A foundation model for continuous glucose monitoring data

Continuous glucose monitoring (CGM) generates detailed temporal profiles of glucose dynamics, but its full potential for achieving glucose homeostasis and predicting long-term outcomes remains underutilized. Here we present GluFormer, a generative foundation model for CGM data trained with self-supervised learning on more than 10 million glucose measurements from 10,812 adults mainly without diabetes^1,2. Using autoregressive prediction, the model learned representations that transferred across 19 external cohorts (n = 6,044) spanning 5 countries, 8 CGM devices and diverse pathophysiological states, including prediabetes, type 1 and type 2 diabetes, gestational diabetes and obesity. These representations provided consistent improvements over baseline blood glucose and HbA1c levels and other CGM-derived measures for forecasting glycaemic parameters^3,4. In individuals with prediabetes, GluFormer stratified those likely to experience clinically significant increases in HbA1c over a 2-year period, outperforming baseline HbA1c and common CGM metrics.

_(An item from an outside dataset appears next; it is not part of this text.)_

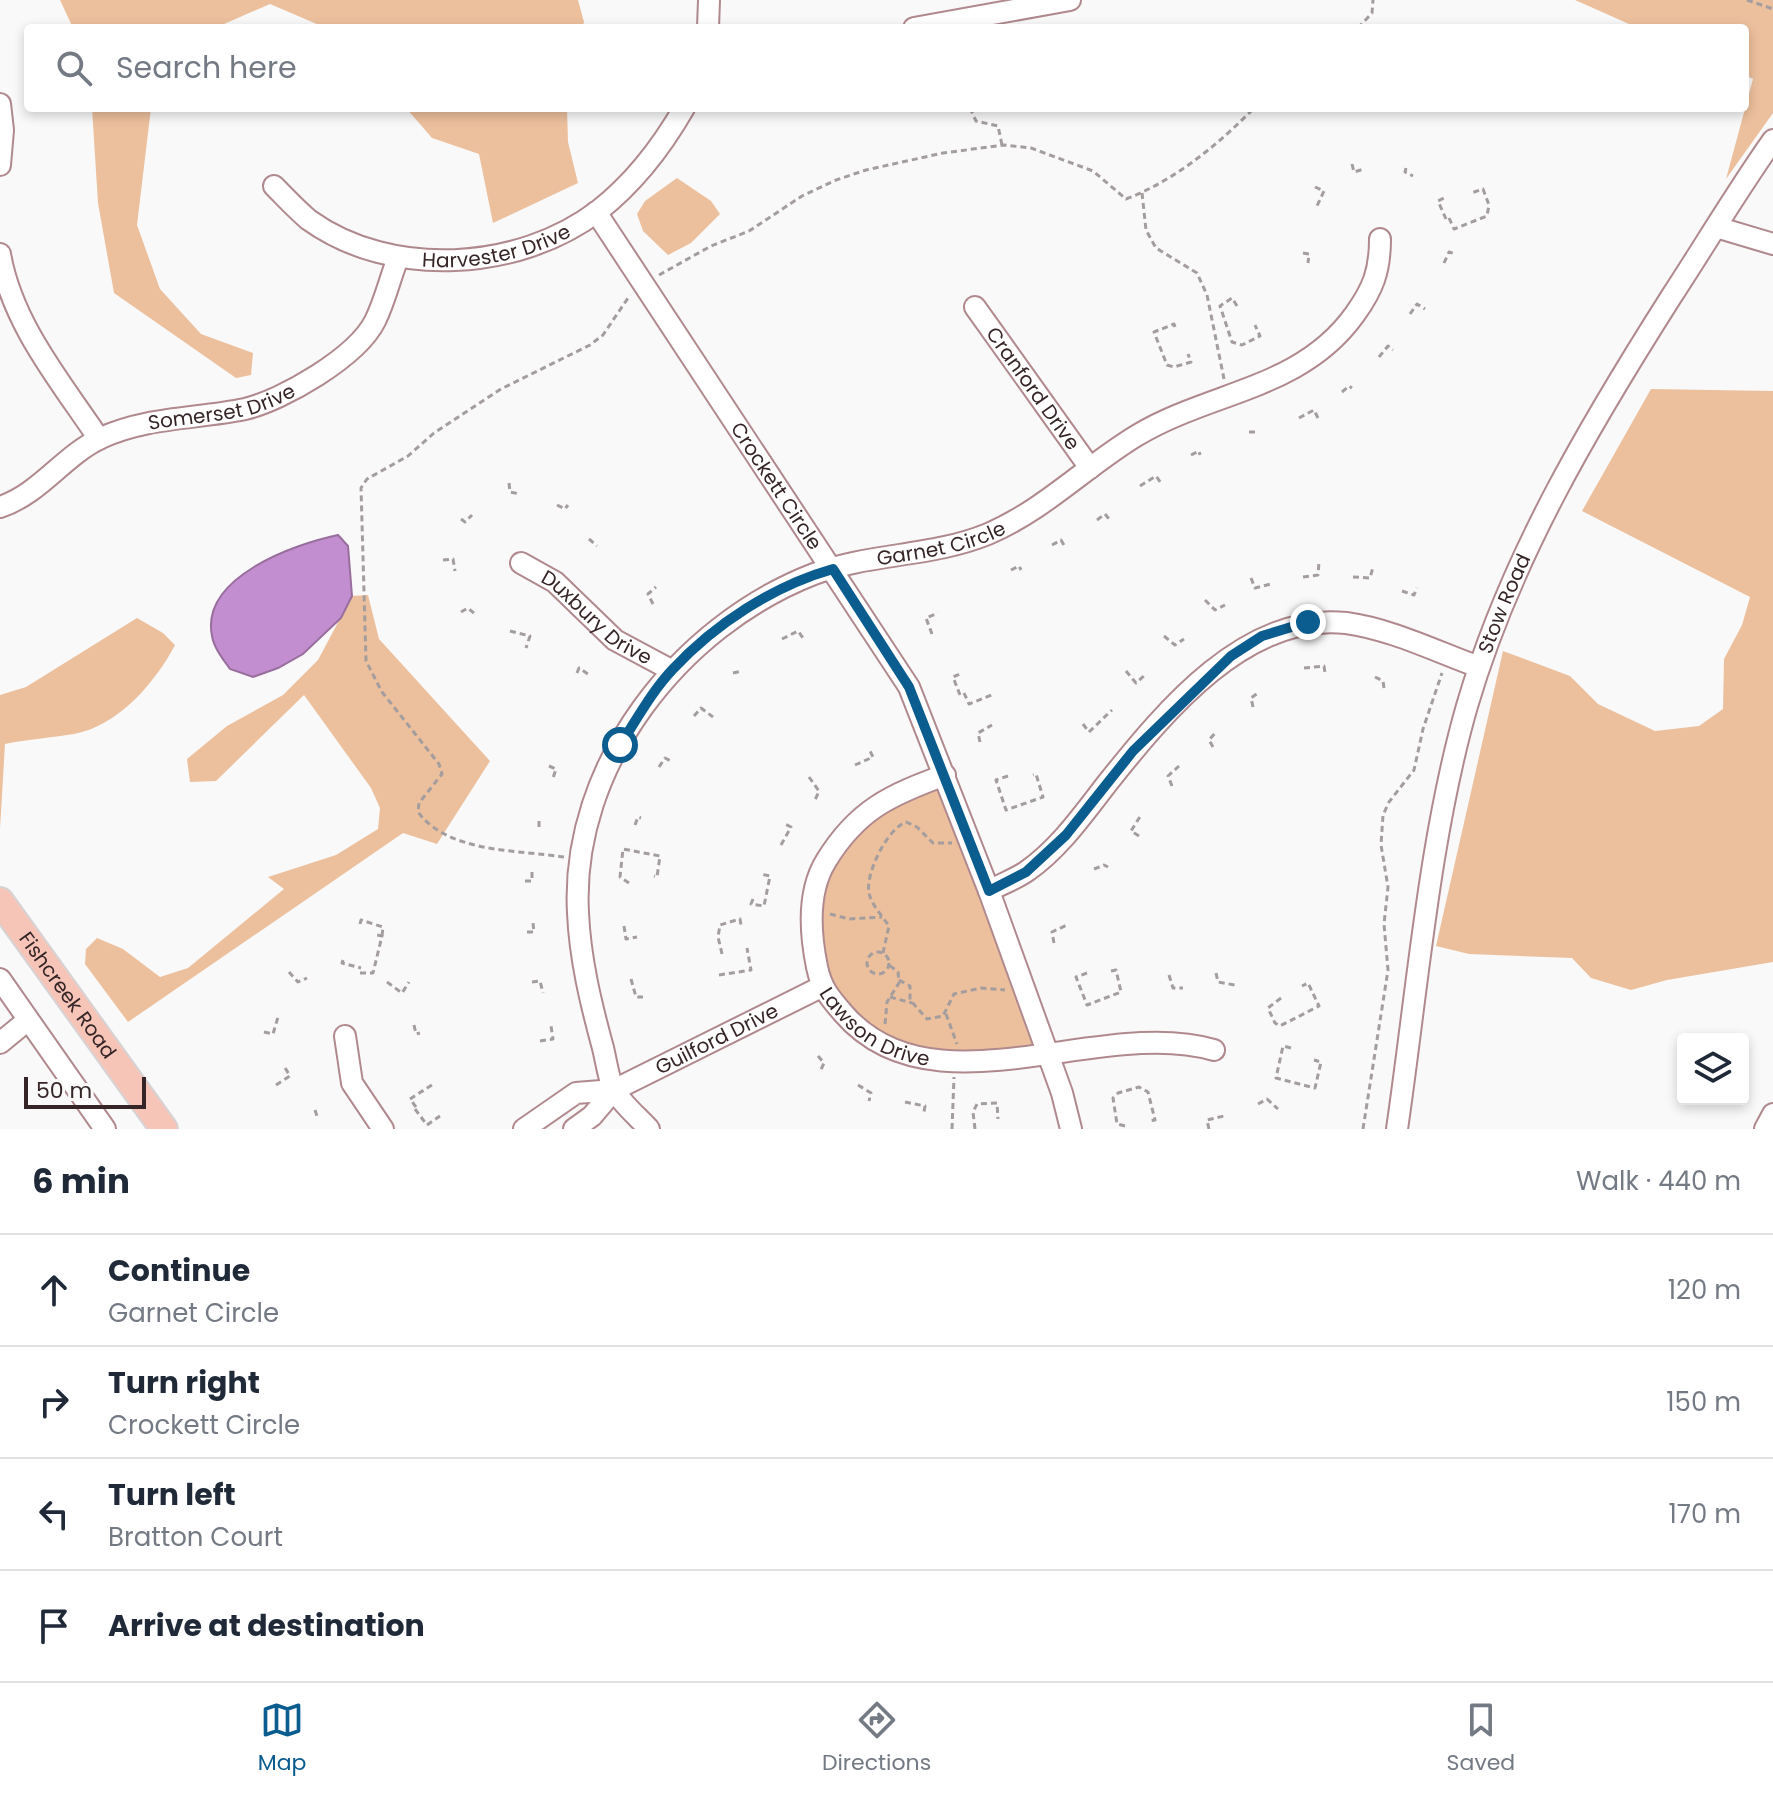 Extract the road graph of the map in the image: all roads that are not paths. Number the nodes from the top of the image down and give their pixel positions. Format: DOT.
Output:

In a cohort of 580 adults with short-term CGM and a median follow-up of 11 years⁵, GluFormer identified individuals at elevated risk of diabetes and cardiovascular mortality more effectively than HbA1c. Specifically, 66% of incident diabetes cases and 69% of cardiovascular deaths occurred in the top risk quartile, compared with 7% and 0%, respectively, in the bottom quartile. In clinical trials, baseline CGM representations improved outcome prediction. A multimodal extension of the model that integrates dietary data generated plausible glucose trajectories and predicted individual glycaemic responses to food. Together, these findings indicate that GluFormer provides a generalizable framework for encoding glycaemic patterns and may inform precision medicine approaches for metabolic health.